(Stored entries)

▬▬▬▬▬▬

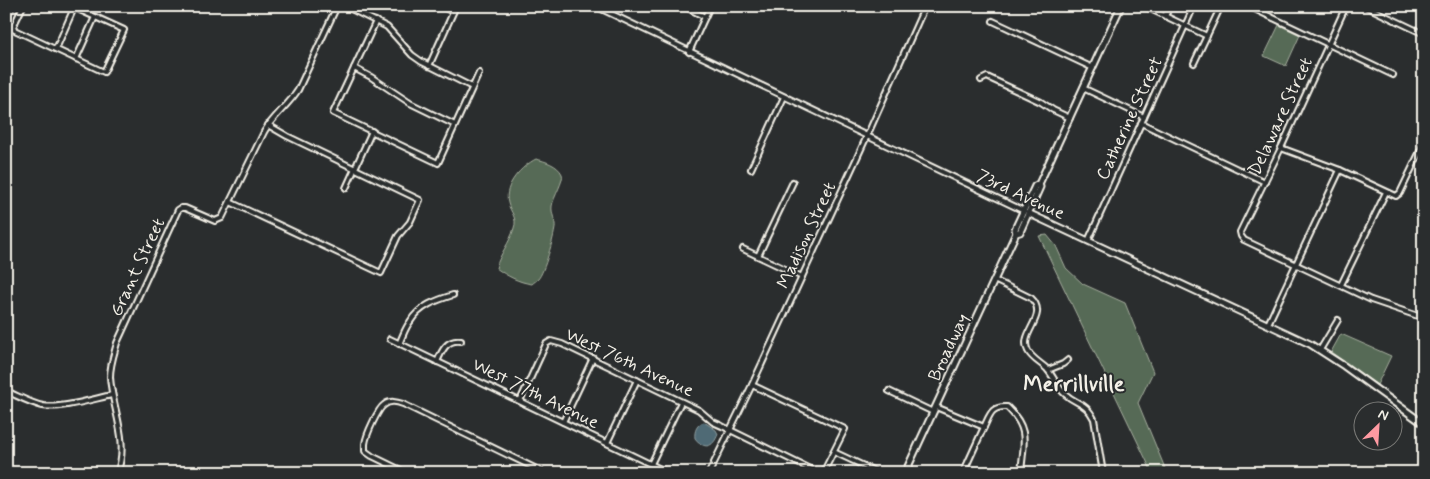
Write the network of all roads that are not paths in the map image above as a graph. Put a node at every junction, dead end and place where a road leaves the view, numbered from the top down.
1 (12, 6) edge
2 (23, 6) edge
3 (337, 6) edge
4 (345, 6) edge
5 (441, 6) edge
6 (456, 6) edge
7 (595, 6) edge
8 (684, 6) edge
9 (710, 6) edge
10 (925, 6) edge
11 (1121, 6) edge
12 (1144, 6) edge
13 (1170, 6) edge
14 (1194, 6) edge
15 (1221, 6) edge
16 (1248, 6) edge
17 (1346, 6) edge
18 (1366, 6) edge
19 (72, 7) edge
20 (453, 12) junction
21 (1165, 16) junction
22 (95, 17) junction
23 (705, 17) junction
24 (6, 18) edge
25 (376, 21) junction
26 (993, 21) dead end
27 (6, 26) edge
28 (1186, 26) junction
29 (12, 29) junction
30 (1424, 34) edge
31 (1207, 36) junction
32 (1328, 44) junction
33 (56, 49) junction
34 (689, 52) junction
35 (76, 59) junction
36 (1194, 63) dead end
37 (429, 66) junction
38 (354, 68) junction
39 (1092, 68) junction
40 (480, 74) dead end
41 (1393, 75) dead end
42 (981, 80) dead end
43 (472, 87) junction
44 (1083, 88) junction
45 (784, 97) junction
46 (1144, 117) junction
47 (1070, 118) junction
48 (1141, 123) junction
49 (268, 124) junction
50 (455, 125) junction
51 (372, 131) junction
52 (868, 136) junction
53 (1424, 142) edge
54 (1281, 148) junction
55 (355, 169) junction
56 (751, 169) dead end
57 (1340, 170) junction
58 (793, 182) dead end
59 (1265, 182) junction
60 (346, 188) dead end
61 (1386, 192) junction
62 (230, 202) junction
63 (1026, 212) junction
64 (1088, 240) junction
65 (742, 249) dead end
66 (758, 256) junction
67 (1296, 264) junction
68 (802, 277) junction
69 (994, 280) junction
70 (1341, 285) junction
71 (454, 295) dead end
72 (1421, 317) dead end
73 (1338, 320) dead end
74 (1268, 324) junction
75 (390, 339) dead end
76 (461, 341) dead end
77 (399, 344) junction
78 (1320, 350) junction
79 (593, 358) junction
80 (1068, 360) dead end
81 (437, 362) junction
82 (1048, 370) junction
83 (637, 380) junction
84 (752, 385) junction
85 (6, 390) edge
86 (889, 391) dead end
87 (112, 395) junction
88 (520, 401) junction
89 (681, 402) junction
90 (934, 410) junction
91 (563, 422) junction
92 (1424, 424) edge
93 (984, 427) junction
94 (729, 430) junction
95 (607, 443) junction
96 (834, 452) junction
97 (651, 464) junction
98 (116, 473) edge
99 (407, 473) edge
100 (545, 473) edge
101 (670, 473) edge
102 (709, 473) edge
103 (818, 473) edge
104 (824, 473) edge
105 (879, 473) edge
106 (905, 473) edge
107 (964, 473) edge
108 (1021, 473) edge
109 (1103, 473) edge

1 - 24 street
2 - 29 street
3 - 49 street, Grant Street
4 - 25 street
5 - 20 street
6 - 20 street
7 - 34 street, 73rd Avenue
8 - 23 street
9 - 23 street
10 - 52 street, Madison Street
11 - 39 main road, Broadway
12 - 21 street
13 - 21 street
14 - 28 street, Catherine Street
15 - 31 street
16 - 32 street
17 - 32 street, Delaware Street
18 - 30 street
19 - 22 street
19 - 33 street
20 - 37 street
21 - 28 street
22 - 35 street
22 - 35 street
23 - 34 street
25 - 37 street
25 - 38 street
26 - 39 street
27 - 29 street
28 - 31 street
28 - 46 street, Catherine Street
29 - 33 street
31 - 36 street
32 - 41 street
32 - 54 street, Delaware Street
33 - 35 street
34 - 45 street, 73rd Avenue
37 - 43 street
38 - 50 street
38 - 51 street
39 - 44 main road, Broadway
40 - 43 street
42 - 47 street
43 - 50 street
44 - 46 street
44 - 47 main road, Broadway
45 - 52 street, 73rd Avenue
45 - 56 street
46 - 48 street, Catherine Street
47 - 63 main road, Broadway
48 - 59 street
48 - 64 street, Catherine Street
49 - 55 street
49 - 62 street, Grant Street
50 - 51 street
51 - 55 street
52 - 63 street, 73rd Avenue
52 - 68 street, Madison Street
53 - 61 street
54 - 57 street
54 - 59 street, Delaware Street
55 - 60 street
55 - 62 street
57 - 61 street
57 - 67 street
58 - 66 street
59 - 67 street, Delaware Street
61 - 70 street
62 - 87 street, Grant Street
63 - 64 main road, 73rd Avenue
63 - 69 main road, Broadway
64 - 74 main road, 73rd Avenue
65 - 66 street
66 - 68 street
67 - 70 street
67 - 74 street
68 - 84 street, Madison Street
69 - 82 street
69 - 90 main road, Broadway
70 - 72 street
71 - 77 street
73 - 78 street
74 - 78 main road, 73rd Avenue
75 - 77 street, West 77th Avenue
76 - 81 street
77 - 81 street, West 77th Avenue
78 - 92 main road, 73rd Avenue
79 - 83 street, West 76th Avenue
79 - 88 street, West 76th Avenue
79 - 91 street
80 - 82 street
81 - 88 street, West 77th Avenue
82 - 109 street
83 - 89 street, West 76th Avenue
83 - 95 street
84 - 94 street, Madison Street
84 - 96 street
85 - 87 street
86 - 90 street
87 - 98 street, Grant Street
88 - 91 street, West 77th Avenue
89 - 94 street, West 76th Avenue
89 - 97 street
90 - 93 street
90 - 106 main road, Broadway
91 - 95 street, West 77th Avenue
93 - 107 street
93 - 108 street
94 - 102 street, Madison Street
94 - 103 street, West 76th Avenue
95 - 97 street, West 77th Avenue
96 - 104 street
96 - 105 street
97 - 101 street, West 77th Avenue
99 - 100 street

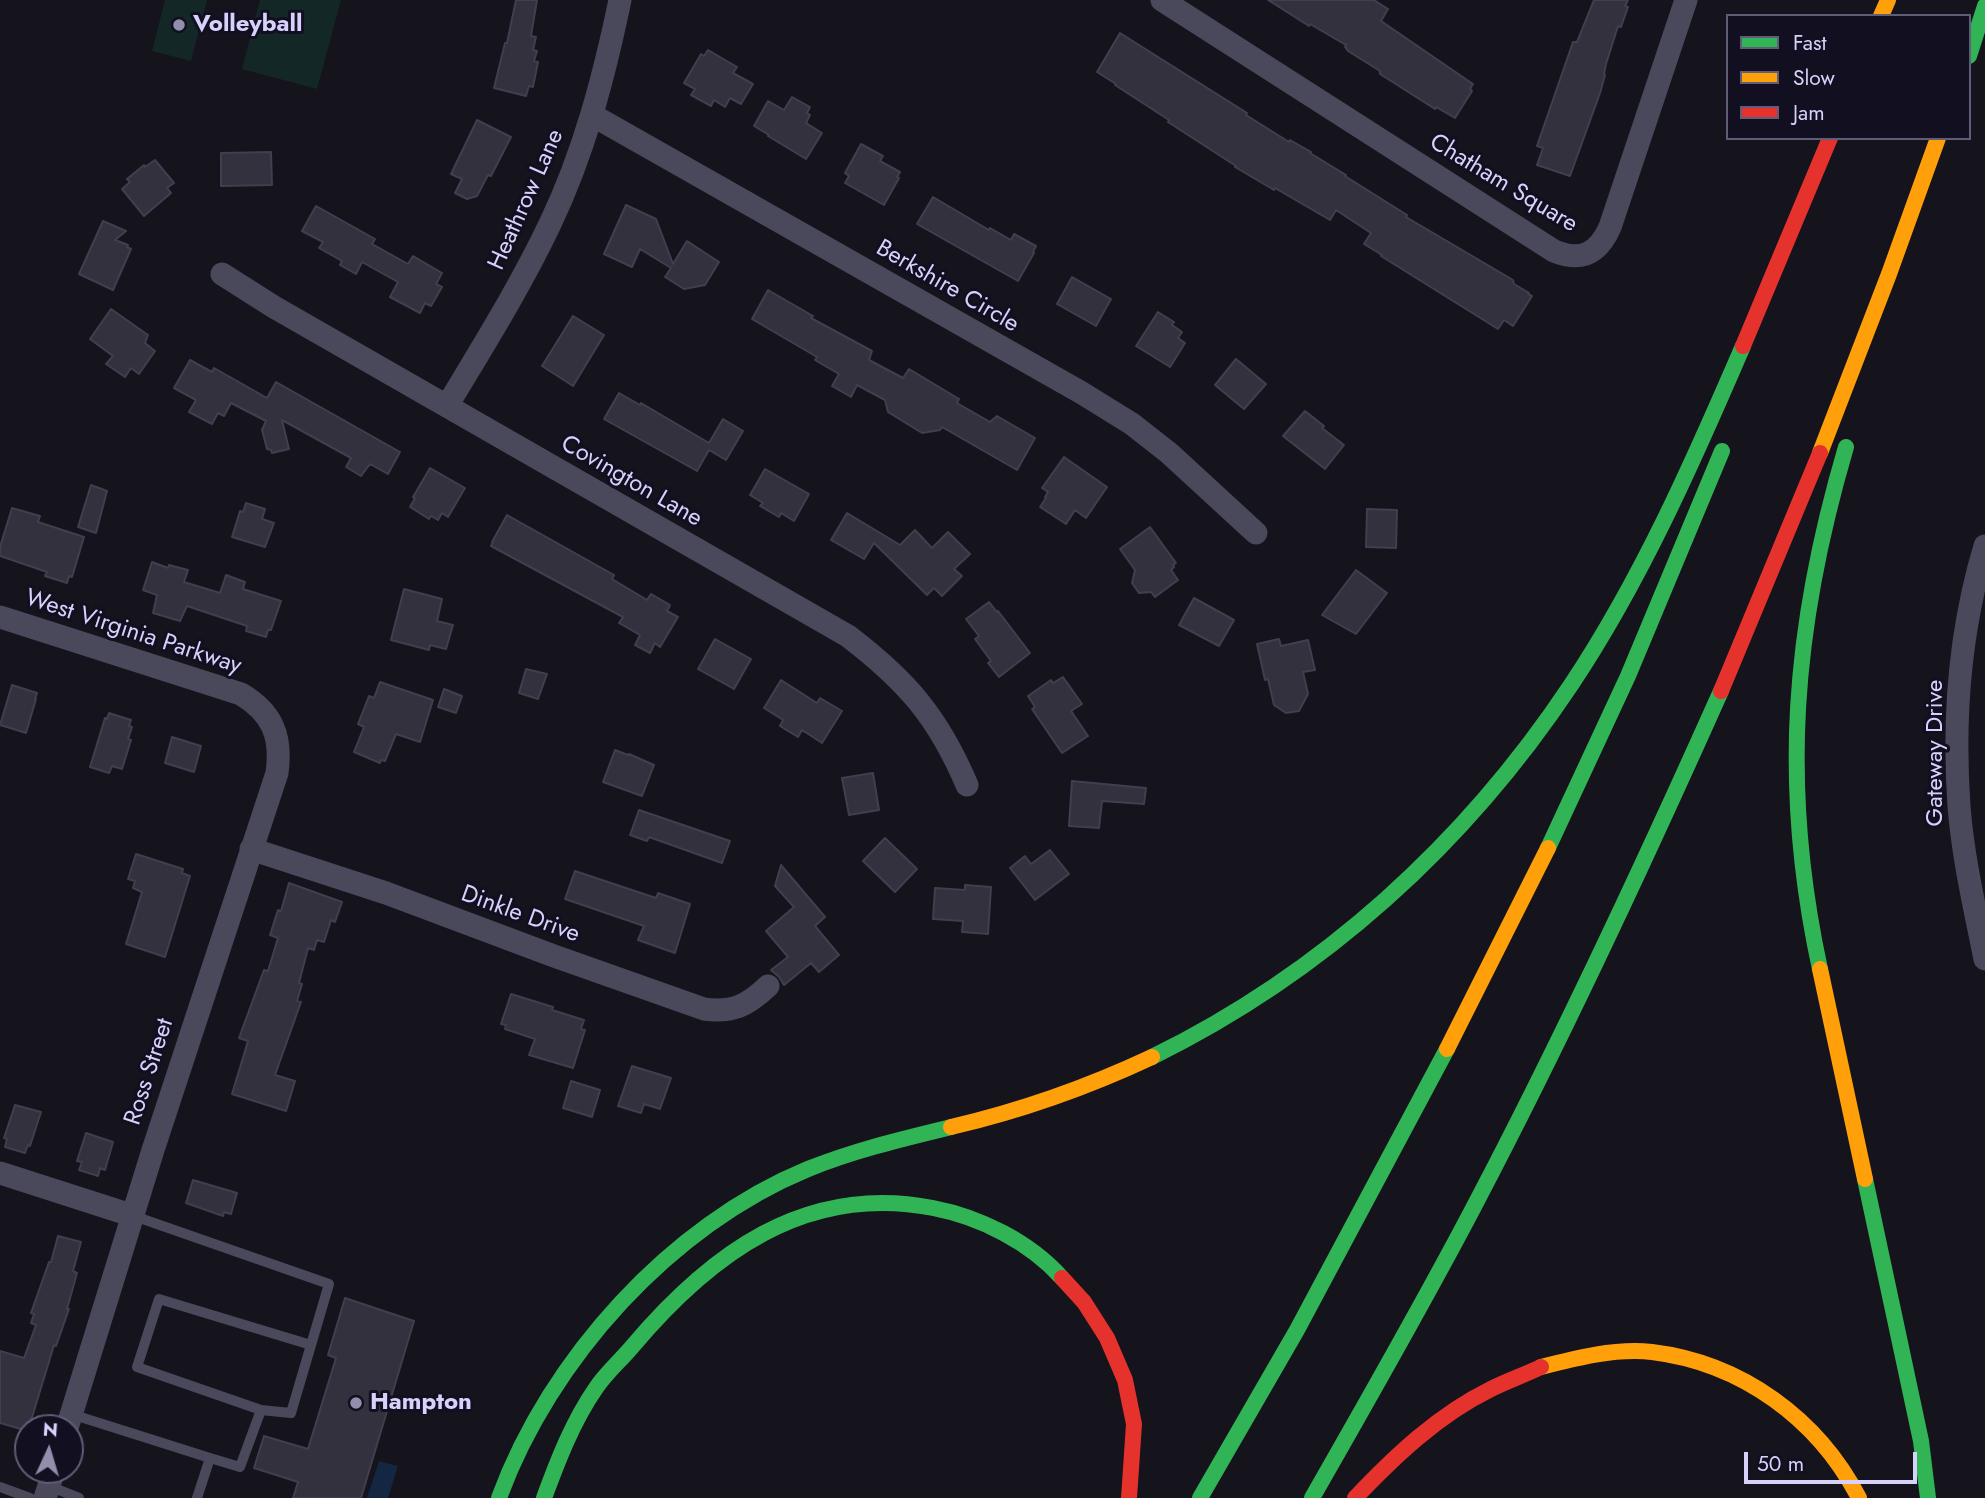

▬▬▬▬▬▬

Could you repeat every record exactly as written, with the pictures left out?

• EXERCISE OUTPUT:
Write the network of all roads that are not paths in the map image above as a graph. Put a node at every junction, dead end and place where a road leaves the view, numbered from the top down.
1 (12, 6) edge
2 (23, 6) edge
3 (337, 6) edge
4 (345, 6) edge
5 (441, 6) edge
6 (456, 6) edge
7 (595, 6) edge
8 (684, 6) edge
9 (710, 6) edge
10 (925, 6) edge
11 (1121, 6) edge
12 (1144, 6) edge
13 (1170, 6) edge
14 (1194, 6) edge
15 (1221, 6) edge
16 (1248, 6) edge
17 (1346, 6) edge
18 (1366, 6) edge
19 (72, 7) edge
20 (453, 12) junction
21 (1165, 16) junction
22 (95, 17) junction
23 (705, 17) junction
24 (6, 18) edge
25 (376, 21) junction
26 (993, 21) dead end
27 (6, 26) edge
28 (1186, 26) junction
29 (12, 29) junction
30 (1424, 34) edge
31 (1207, 36) junction
32 (1328, 44) junction
33 (56, 49) junction
34 (689, 52) junction
35 (76, 59) junction
36 (1194, 63) dead end
37 (429, 66) junction
38 (354, 68) junction
39 (1092, 68) junction
40 (480, 74) dead end
41 (1393, 75) dead end
42 (981, 80) dead end
43 (472, 87) junction
44 (1083, 88) junction
45 (784, 97) junction
46 (1144, 117) junction
47 (1070, 118) junction
48 (1141, 123) junction
49 (268, 124) junction
50 (455, 125) junction
51 (372, 131) junction
52 (868, 136) junction
53 (1424, 142) edge
54 (1281, 148) junction
55 (355, 169) junction
56 (751, 169) dead end
57 (1340, 170) junction
58 (793, 182) dead end
59 (1265, 182) junction
60 (346, 188) dead end
61 (1386, 192) junction
62 (230, 202) junction
63 (1026, 212) junction
64 (1088, 240) junction
65 (742, 249) dead end
66 (758, 256) junction
67 (1296, 264) junction
68 (802, 277) junction
69 (994, 280) junction
70 (1341, 285) junction
71 (454, 295) dead end
72 (1421, 317) dead end
73 (1338, 320) dead end
74 (1268, 324) junction
75 (390, 339) dead end
76 (461, 341) dead end
77 (399, 344) junction
78 (1320, 350) junction
79 (593, 358) junction
80 (1068, 360) dead end
81 (437, 362) junction
82 (1048, 370) junction
83 (637, 380) junction
84 (752, 385) junction
85 (6, 390) edge
86 (889, 391) dead end
87 (112, 395) junction
88 (520, 401) junction
89 (681, 402) junction
90 (934, 410) junction
91 (563, 422) junction
92 (1424, 424) edge
93 (984, 427) junction
94 (729, 430) junction
95 (607, 443) junction
96 (834, 452) junction
97 (651, 464) junction
98 (116, 473) edge
99 (407, 473) edge
100 (545, 473) edge
101 (670, 473) edge
102 (709, 473) edge
103 (818, 473) edge
104 (824, 473) edge
105 (879, 473) edge
106 (905, 473) edge
107 (964, 473) edge
108 (1021, 473) edge
109 (1103, 473) edge

1 - 24 street
2 - 29 street
3 - 49 street, Grant Street
4 - 25 street
5 - 20 street
6 - 20 street
7 - 34 street, 73rd Avenue
8 - 23 street
9 - 23 street
10 - 52 street, Madison Street
11 - 39 main road, Broadway
12 - 21 street
13 - 21 street
14 - 28 street, Catherine Street
15 - 31 street
16 - 32 street
17 - 32 street, Delaware Street
18 - 30 street
19 - 22 street
19 - 33 street
20 - 37 street
21 - 28 street
22 - 35 street
22 - 35 street
23 - 34 street
25 - 37 street
25 - 38 street
26 - 39 street
27 - 29 street
28 - 31 street
28 - 46 street, Catherine Street
29 - 33 street
31 - 36 street
32 - 41 street
32 - 54 street, Delaware Street
33 - 35 street
34 - 45 street, 73rd Avenue
37 - 43 street
38 - 50 street
38 - 51 street
39 - 44 main road, Broadway
40 - 43 street
42 - 47 street
43 - 50 street
44 - 46 street
44 - 47 main road, Broadway
45 - 52 street, 73rd Avenue
45 - 56 street
46 - 48 street, Catherine Street
47 - 63 main road, Broadway
48 - 59 street
48 - 64 street, Catherine Street
49 - 55 street
49 - 62 street, Grant Street
50 - 51 street
51 - 55 street
52 - 63 street, 73rd Avenue
52 - 68 street, Madison Street
53 - 61 street
54 - 57 street
54 - 59 street, Delaware Street
55 - 60 street
55 - 62 street
57 - 61 street
57 - 67 street
58 - 66 street
59 - 67 street, Delaware Street
61 - 70 street
62 - 87 street, Grant Street
63 - 64 main road, 73rd Avenue
63 - 69 main road, Broadway
64 - 74 main road, 73rd Avenue
65 - 66 street
66 - 68 street
67 - 70 street
67 - 74 street
68 - 84 street, Madison Street
69 - 82 street
69 - 90 main road, Broadway
70 - 72 street
71 - 77 street
73 - 78 street
74 - 78 main road, 73rd Avenue
75 - 77 street, West 77th Avenue
76 - 81 street
77 - 81 street, West 77th Avenue
78 - 92 main road, 73rd Avenue
79 - 83 street, West 76th Avenue
79 - 88 street, West 76th Avenue
79 - 91 street
80 - 82 street
81 - 88 street, West 77th Avenue
82 - 109 street
83 - 89 street, West 76th Avenue
83 - 95 street
84 - 94 street, Madison Street
84 - 96 street
85 - 87 street
86 - 90 street
87 - 98 street, Grant Street
88 - 91 street, West 77th Avenue
89 - 94 street, West 76th Avenue
89 - 97 street
90 - 93 street
90 - 106 main road, Broadway
91 - 95 street, West 77th Avenue
93 - 107 street
93 - 108 street
94 - 102 street, Madison Street
94 - 103 street, West 76th Avenue
95 - 97 street, West 77th Avenue
96 - 104 street
96 - 105 street
97 - 101 street, West 77th Avenue
99 - 100 street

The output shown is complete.